[ABOUT THIS EXERCISE]
Would you please give the entries again word for word, with no images in your copy?

[THE DATA]
####
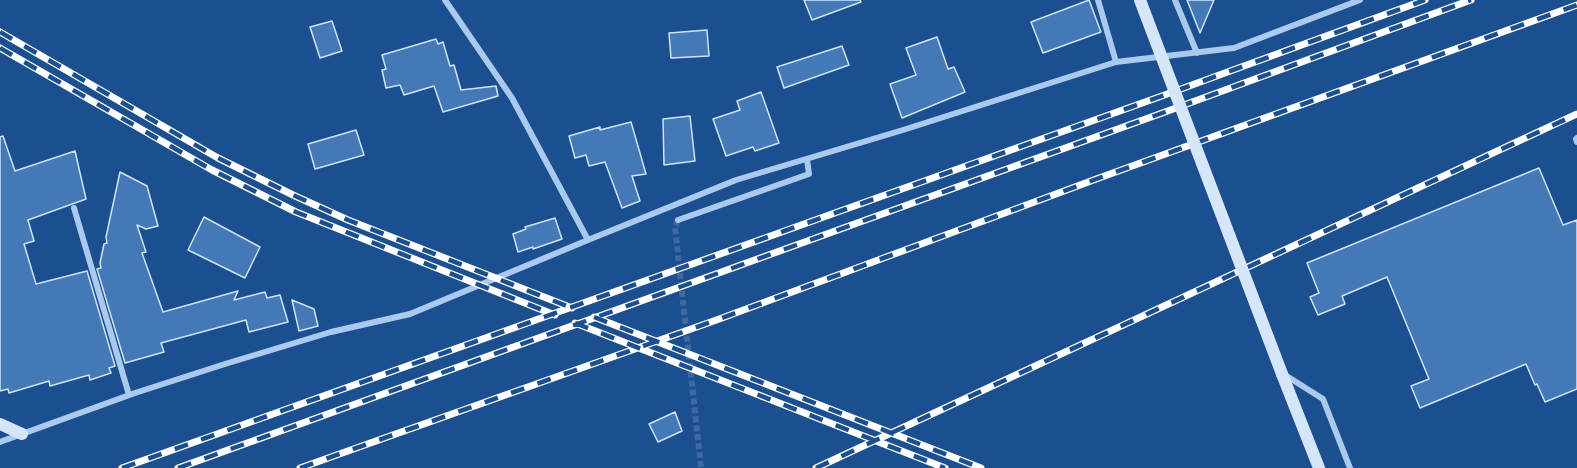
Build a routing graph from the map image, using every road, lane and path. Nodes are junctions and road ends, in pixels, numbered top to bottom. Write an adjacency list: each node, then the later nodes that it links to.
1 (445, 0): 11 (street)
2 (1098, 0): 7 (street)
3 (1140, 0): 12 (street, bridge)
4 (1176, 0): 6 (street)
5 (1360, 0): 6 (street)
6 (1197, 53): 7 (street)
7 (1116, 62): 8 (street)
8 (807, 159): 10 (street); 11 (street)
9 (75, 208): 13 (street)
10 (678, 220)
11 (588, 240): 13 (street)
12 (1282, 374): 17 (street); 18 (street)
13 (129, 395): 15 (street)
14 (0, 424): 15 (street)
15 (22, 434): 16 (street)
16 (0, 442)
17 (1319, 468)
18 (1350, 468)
####
[WRITTEN RESPONSE]
Build a routing graph from the map image, using every road, lane and path. Nodes are junctions and road ends, in pixels, numbered top to bottom. Write an adjacency list: each node, then the later nodes that it links to.
1 (445, 0): 11 (street)
2 (1098, 0): 7 (street)
3 (1140, 0): 12 (street, bridge)
4 (1176, 0): 6 (street)
5 (1360, 0): 6 (street)
6 (1197, 53): 7 (street)
7 (1116, 62): 8 (street)
8 (807, 159): 10 (street); 11 (street)
9 (75, 208): 13 (street)
10 (678, 220)
11 (588, 240): 13 (street)
12 (1282, 374): 17 (street); 18 (street)
13 (129, 395): 15 (street)
14 (0, 424): 15 (street)
15 (22, 434): 16 (street)
16 (0, 442)
17 (1319, 468)
18 (1350, 468)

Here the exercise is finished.